» **Task goal**
If a line in the data below includes the string "Adhir", please return a copy of it.

» **Source material**
------------------------------------

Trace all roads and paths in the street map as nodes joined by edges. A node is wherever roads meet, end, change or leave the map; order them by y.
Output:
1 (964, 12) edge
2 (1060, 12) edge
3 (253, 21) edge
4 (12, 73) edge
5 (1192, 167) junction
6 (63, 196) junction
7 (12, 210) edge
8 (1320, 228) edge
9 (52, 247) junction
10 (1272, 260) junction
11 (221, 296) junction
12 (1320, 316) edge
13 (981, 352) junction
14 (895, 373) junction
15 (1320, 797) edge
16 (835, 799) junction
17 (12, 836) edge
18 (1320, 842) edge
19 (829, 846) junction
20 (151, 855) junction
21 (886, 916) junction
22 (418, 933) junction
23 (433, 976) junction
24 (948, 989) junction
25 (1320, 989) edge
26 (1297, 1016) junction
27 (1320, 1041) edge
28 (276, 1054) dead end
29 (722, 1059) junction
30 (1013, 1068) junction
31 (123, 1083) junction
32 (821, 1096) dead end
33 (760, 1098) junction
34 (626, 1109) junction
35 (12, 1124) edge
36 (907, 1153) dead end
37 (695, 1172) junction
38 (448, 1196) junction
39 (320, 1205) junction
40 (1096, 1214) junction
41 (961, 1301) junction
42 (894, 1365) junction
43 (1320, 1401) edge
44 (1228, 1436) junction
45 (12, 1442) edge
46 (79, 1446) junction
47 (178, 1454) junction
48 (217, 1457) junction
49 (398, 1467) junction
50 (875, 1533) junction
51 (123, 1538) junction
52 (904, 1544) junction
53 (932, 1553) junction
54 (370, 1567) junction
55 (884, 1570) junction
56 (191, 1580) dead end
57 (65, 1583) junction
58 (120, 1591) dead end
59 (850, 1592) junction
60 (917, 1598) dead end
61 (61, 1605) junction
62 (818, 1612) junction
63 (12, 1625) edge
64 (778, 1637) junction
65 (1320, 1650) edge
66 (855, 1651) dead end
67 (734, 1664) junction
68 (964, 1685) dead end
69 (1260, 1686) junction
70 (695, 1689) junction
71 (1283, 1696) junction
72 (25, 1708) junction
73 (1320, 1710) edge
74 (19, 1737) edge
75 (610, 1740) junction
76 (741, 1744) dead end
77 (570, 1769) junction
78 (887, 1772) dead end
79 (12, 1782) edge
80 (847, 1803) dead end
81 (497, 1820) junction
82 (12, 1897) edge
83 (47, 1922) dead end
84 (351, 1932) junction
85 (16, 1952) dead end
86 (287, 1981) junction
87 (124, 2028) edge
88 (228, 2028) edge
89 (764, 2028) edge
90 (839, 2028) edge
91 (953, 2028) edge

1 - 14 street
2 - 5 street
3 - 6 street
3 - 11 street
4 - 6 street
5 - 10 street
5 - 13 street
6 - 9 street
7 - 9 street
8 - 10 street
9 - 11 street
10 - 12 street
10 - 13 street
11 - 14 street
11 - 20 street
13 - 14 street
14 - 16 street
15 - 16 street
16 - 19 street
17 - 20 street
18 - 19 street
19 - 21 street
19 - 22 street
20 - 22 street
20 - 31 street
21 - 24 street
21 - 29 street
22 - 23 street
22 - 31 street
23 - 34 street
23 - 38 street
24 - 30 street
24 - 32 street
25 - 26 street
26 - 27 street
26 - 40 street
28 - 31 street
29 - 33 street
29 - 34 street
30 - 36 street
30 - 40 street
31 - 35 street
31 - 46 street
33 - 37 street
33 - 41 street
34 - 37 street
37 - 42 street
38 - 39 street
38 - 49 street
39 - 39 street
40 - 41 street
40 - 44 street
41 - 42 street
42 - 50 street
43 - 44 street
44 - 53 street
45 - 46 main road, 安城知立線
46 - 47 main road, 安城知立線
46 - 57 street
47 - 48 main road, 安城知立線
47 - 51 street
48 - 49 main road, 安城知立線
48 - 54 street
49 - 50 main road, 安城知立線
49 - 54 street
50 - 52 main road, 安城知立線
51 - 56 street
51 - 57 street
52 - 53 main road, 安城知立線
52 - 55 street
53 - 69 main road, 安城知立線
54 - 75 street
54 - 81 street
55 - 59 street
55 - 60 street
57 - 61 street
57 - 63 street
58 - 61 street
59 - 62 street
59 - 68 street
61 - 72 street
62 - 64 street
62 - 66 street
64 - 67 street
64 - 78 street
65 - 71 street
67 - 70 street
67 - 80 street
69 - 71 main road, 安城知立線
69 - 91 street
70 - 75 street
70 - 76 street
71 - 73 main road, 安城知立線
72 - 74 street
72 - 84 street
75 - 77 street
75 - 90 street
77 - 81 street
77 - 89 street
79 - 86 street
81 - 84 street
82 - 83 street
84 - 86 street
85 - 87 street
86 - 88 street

------------------------------------

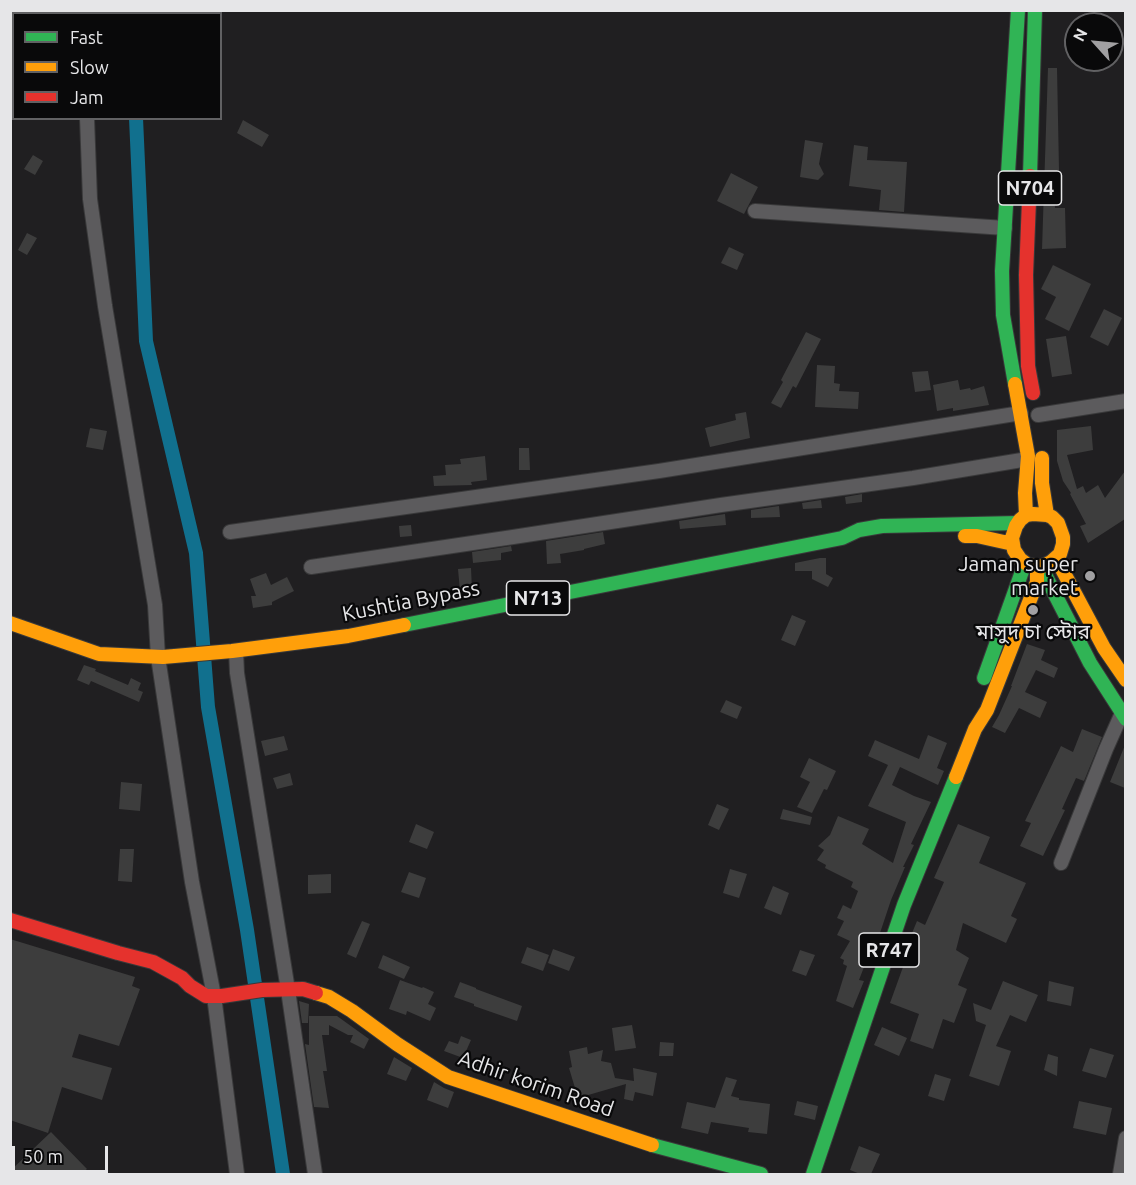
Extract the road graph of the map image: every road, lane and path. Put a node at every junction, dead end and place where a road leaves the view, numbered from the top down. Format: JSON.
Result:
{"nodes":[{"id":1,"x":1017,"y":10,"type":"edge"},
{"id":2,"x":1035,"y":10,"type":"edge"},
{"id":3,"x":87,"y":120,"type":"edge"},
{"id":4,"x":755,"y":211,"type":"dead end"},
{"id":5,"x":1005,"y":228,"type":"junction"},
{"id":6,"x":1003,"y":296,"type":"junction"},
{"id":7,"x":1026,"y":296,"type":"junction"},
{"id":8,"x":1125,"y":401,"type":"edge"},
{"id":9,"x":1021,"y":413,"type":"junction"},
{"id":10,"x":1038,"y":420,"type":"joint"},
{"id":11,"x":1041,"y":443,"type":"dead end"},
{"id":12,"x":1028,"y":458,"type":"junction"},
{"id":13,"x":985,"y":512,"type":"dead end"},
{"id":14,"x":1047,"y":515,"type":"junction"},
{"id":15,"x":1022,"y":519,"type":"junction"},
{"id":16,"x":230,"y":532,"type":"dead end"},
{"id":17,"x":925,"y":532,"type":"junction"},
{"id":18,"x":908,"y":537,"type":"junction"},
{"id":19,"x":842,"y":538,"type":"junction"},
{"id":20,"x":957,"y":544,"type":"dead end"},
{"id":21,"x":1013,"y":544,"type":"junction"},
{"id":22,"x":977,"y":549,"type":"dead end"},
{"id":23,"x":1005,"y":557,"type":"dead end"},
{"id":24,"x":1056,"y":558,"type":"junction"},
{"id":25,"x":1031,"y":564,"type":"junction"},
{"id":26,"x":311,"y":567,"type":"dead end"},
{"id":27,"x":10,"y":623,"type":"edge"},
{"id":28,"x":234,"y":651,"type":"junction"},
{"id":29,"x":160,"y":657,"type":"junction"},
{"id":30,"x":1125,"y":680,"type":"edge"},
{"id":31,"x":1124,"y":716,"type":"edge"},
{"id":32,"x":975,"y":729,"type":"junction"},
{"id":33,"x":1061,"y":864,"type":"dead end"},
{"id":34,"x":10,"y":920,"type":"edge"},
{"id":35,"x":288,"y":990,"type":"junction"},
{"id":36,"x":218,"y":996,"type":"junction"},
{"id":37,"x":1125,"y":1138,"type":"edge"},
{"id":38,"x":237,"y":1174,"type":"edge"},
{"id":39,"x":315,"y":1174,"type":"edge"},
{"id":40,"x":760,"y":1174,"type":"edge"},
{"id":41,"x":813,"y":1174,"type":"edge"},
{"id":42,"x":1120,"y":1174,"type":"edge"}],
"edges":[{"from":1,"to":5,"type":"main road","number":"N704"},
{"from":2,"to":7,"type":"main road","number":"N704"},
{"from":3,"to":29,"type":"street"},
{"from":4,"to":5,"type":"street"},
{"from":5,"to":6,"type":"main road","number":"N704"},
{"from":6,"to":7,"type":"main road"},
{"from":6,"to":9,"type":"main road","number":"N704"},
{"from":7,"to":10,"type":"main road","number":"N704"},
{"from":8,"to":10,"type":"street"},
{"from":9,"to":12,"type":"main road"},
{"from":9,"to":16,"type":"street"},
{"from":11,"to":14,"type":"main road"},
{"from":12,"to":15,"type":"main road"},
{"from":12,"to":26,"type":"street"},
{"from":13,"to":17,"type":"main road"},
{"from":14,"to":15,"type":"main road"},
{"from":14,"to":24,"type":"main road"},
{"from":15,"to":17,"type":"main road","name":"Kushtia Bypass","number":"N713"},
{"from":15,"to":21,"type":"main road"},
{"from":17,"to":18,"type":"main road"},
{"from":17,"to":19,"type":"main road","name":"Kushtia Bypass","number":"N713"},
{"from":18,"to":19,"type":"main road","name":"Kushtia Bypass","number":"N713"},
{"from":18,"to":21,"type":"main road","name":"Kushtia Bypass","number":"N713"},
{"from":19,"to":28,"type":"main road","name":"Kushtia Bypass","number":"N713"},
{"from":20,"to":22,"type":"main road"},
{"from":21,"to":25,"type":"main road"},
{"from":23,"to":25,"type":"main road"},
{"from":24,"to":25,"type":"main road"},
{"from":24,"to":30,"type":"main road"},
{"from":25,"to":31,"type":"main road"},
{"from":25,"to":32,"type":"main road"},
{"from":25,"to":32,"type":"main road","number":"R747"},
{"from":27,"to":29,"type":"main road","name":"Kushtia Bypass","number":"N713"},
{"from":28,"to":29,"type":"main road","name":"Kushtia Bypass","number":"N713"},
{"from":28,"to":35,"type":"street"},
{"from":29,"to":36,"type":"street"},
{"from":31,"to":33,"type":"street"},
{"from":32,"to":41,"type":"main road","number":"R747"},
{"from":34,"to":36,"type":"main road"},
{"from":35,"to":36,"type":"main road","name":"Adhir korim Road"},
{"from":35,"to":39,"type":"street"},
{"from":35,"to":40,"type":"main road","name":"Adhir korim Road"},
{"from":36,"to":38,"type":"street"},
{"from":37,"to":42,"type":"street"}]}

------------------------------------

» **Task output**
{"from":35,"to":36,"type":"main road","name":"Adhir korim Road"},
{"from":35,"to":40,"type":"main road","name":"Adhir korim Road"},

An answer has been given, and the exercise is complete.